# Pronghorn Triple Play



## FishNaked (Apr 15, 2009)

Wow what a weekend!

I left mid day on Wednesday with a friend to go meet my brother in Wyoming. We all had our pronghorn tags in hand and the early rifle season opened the next day on Thursday. My brother Cade beat us there and spent a couple hours scouting. Carson and I arrived just about dark...then rambled around for an hour or so looking for a camp site before we drove into town and the local RV resort. It wasn't fancy but turned out to be a good choice for only 20 bucks a night. I don't have a shower and the hot water heater is fried in my pop up and this place provided both. Cade had seen several bunches of antelope and had a nice heavy buck picked out for the next morning. Our tag was an early depredation hunt.

We woke up early on Thursday and hurried out to where Cade had last seen the buck the night before. We spent all morning looking and couldn't find him...he must have wandered deep out into the badlands. This turned into mostly a scouting day...burned a tank of gas driving around and looking at over 300 antelope and more than 60 bucks. Our hope with this tag was to find one 80" buck and a couple of 76 inchers. I teased Carson driving over how awesome it would be to drive home Saturday with three 80" bucks in the coolers...he thought I was crazy!

We looked at several good bucks on Thursday...but kept talking ourselves out of them. Let me explain right now that we are experienced antelope guys and normally do a great job at field judging pronghorn...usually down to 1/2" on the hoof. Between the three of us we've been in on 30+ antelope kills over the years....with 8 bucks over 80". We were grossly mistaking great bucks this trip however...as I'll embarrassingly confess as I finish telling the story. We kept talking ourselves out of bucks...wishing them to grow bigger another year or two...and down the road we'd go looking for the next.

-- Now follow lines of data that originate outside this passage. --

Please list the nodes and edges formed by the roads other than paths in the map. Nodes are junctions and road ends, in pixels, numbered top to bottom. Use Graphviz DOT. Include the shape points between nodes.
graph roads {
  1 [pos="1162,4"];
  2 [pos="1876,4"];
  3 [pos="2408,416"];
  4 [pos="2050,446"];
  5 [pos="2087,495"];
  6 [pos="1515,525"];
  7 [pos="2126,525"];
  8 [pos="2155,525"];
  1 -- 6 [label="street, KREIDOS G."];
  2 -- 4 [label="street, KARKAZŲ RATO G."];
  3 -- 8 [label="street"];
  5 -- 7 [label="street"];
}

We spent the day glassing and went back to camp late that night almost discouraged. Cade and I both made the comment that we were surprised at all the smaller "cookie cutter" bucks we kept seeing and disappointed we didn't find one shooter that first day. We decided we better not be so picky...that now we only had two days to shoot three antelope. One of the first bucks we saw that morning was just a pretty buck with ivory tips and piqued Carson's fancy. Carson wanted to go back and find his ivory tipped buck the next morning.

Friday morning found us back in the same position looking over the same fields of the walk in area. Where it was a walk in area we were worried that other hunters came behind us the day before and shot the buck and chased the others away. As luck would have it the antelope were still there. 50 some does and 12 bucks all milling around. We found Carson's buck and made our game plan for the stalk. After 20 minutes we were in a great position but the antelope had crossed the fence onto the adjoining property that was off the walk in area. I backed out and found the landowners name and number to call and obtain permission. I called that number a dozen times over the next 3 hours with no answer. I didn't want to chance spooking the antelope so I never walked back in to where Cade and Carson were hunkered down. I watched the whole episode from my air conditioned truck from a thousand yards away.

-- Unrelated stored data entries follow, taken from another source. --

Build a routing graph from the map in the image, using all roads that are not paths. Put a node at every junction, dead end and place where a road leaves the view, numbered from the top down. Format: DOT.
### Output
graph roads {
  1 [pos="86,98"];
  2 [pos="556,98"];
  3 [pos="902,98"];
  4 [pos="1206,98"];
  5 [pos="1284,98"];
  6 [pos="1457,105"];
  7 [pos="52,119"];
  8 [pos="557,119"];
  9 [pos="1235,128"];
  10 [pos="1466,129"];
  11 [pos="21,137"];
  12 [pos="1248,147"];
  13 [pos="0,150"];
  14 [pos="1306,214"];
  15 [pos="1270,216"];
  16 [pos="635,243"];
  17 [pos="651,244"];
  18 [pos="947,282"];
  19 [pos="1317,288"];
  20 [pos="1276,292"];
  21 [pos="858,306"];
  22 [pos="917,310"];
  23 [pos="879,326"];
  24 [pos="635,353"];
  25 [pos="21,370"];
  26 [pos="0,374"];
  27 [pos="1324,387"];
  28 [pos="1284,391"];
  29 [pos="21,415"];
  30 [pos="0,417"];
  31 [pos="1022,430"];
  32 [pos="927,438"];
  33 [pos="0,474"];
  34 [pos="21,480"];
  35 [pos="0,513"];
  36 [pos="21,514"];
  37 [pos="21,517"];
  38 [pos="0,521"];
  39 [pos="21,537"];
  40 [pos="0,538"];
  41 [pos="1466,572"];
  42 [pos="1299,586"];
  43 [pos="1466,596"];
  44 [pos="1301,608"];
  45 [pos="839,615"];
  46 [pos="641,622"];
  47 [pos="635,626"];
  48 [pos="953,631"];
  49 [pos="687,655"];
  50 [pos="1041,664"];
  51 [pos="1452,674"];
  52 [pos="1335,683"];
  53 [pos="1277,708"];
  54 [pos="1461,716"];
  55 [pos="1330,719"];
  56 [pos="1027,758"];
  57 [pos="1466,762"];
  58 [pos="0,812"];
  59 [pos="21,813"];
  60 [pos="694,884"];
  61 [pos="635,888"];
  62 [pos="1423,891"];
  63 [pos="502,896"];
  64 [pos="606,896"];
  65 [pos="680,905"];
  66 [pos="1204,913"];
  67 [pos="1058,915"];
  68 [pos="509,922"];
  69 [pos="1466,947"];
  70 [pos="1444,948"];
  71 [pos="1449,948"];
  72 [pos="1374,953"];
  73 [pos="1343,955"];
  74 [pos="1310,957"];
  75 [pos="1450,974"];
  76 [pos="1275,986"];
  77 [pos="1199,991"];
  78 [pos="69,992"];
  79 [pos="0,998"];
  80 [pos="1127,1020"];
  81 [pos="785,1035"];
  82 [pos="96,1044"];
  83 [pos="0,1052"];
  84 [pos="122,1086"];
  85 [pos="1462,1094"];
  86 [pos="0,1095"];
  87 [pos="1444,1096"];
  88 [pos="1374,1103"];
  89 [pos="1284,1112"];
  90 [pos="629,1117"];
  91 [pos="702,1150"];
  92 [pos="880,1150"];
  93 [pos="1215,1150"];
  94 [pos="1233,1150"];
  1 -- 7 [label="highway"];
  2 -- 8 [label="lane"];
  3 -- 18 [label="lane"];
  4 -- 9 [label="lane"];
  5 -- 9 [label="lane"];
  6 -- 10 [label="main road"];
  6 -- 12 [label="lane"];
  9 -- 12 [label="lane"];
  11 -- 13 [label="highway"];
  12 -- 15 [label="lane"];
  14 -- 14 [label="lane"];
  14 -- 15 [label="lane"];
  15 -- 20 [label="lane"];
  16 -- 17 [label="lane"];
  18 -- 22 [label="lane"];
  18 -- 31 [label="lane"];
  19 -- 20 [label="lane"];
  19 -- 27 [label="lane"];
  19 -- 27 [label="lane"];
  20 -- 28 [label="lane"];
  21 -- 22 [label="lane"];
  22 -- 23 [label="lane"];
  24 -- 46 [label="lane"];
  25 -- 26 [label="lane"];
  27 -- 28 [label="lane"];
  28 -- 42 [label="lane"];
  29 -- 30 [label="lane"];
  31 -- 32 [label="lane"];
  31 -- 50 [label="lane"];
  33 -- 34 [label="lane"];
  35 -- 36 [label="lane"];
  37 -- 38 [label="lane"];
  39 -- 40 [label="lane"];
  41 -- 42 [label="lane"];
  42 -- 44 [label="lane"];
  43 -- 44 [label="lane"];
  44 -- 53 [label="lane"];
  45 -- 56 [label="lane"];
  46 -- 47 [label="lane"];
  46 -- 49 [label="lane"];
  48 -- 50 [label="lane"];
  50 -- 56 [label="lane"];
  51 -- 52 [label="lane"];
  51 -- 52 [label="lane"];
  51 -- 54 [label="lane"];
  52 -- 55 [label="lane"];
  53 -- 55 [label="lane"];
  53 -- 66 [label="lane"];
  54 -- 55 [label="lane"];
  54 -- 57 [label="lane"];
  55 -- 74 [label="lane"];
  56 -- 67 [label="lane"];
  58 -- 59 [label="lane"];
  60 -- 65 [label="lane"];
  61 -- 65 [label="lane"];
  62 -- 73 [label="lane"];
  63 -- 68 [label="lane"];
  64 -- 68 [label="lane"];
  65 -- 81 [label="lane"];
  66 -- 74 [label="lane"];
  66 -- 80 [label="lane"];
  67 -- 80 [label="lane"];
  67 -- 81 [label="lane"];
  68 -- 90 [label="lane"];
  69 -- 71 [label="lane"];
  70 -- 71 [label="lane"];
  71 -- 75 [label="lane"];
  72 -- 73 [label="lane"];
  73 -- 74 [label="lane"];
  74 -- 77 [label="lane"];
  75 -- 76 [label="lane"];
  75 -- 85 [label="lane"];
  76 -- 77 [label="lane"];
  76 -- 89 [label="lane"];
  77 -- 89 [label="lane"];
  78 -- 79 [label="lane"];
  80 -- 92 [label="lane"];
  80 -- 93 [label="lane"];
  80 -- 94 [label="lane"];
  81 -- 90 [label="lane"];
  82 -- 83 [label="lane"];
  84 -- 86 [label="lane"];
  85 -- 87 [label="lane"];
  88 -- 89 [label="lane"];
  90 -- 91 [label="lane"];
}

Finally the antelope started feeding back and crossed the fence onto our side. 3 steps later and 80 yards away Carson dropped his buck with one shot from his 300 WSM. Cade was on camera and filmed the whole stalk and waiting and shot. As we approached Carson's buck we couldn't believe how much bigger he was that what we'd been guessing. We all thought he was going to be a 14" buck in the mid 70's. Wrong! His right side topped 16" with 6 3/8" bases and a 6 2/8" prong. We measured him twice and this mid 70's buck taped out at 83 1/8"...WOW![attachment=7:30tsy82b]Carson 1.jpg[/attachment:30tsy82b]
We were all dumfounded at how off we were. 1-2 inches...maybe 3...ok that's not good but acceptable...but 8" off? We passed this buck up the morning before...what was wrong with us? So now we are thinking about all the other bucks we passed up...how good of bucks were they really?

There was one other buck in the bunch that definitely caught our attention over the three hours in close proximity glassing and waiting. This second buck had wandered over to the other side of the walk in area after the shooting with the other does and fawns and smaller bucks...they didn't bug out to the badlands like they should have. Cade knew that he couldn't pass up that buck a second time so we hurried and did the cleaning and caping chores on Carson's buck and put together a game plan for buck #2. After stalking into position Cade dropped his buck with two hits from his custom Weaver 300 at 358 yards. I was marking ranges for him as Carson ran the camera. First hit was fatal but a bit low...the follow up shot anchored the buck for good. Another heavy big buck...14 5/8" tall...6 3/8" bases...6 2/8" prong...taped out to 80 2/8".[attachment=10:30tsy82b]Cade 1.jpg[/attachment:30tsy82b] 
This buck had some really cool horn features and little devil points...we teased Cade that he was a non typical.[attachment=9:30tsy82b]Cade 2.JPG[/attachment:30tsy82b][attachment=8:30tsy82b]Cade 4.JPG[/attachment:30tsy82b] 
After the cleaning and caping chores we hurried into town for ice and to wash up back at the trailer. We were still dumfounded and giddy that we'd just shot two 80+ bucks within two hours of each other in the same field. We cooked breakfast burritos for a late lunch...replenished the drinks in the cooler...and back out to look for buck #3. We had seen another buck on day one that we nicknamed Chester. This is completely wrong but growing up there was a convicted child molester in our town that everyone knew about and kept all the kids away from...he wore funny suits with flowers on the lapel with slicked over hair...his name was Chester. This buck on the first day was always hanging around 3 fawns without a doe...so we nicknamed him "Chester the Molester" from that childhood memory we all had. Chester wasn't on a walk in area so we stopped at the ranch house and asked permission...which was easily granted. All these farmers wanted the antelope chased out of their hay fields.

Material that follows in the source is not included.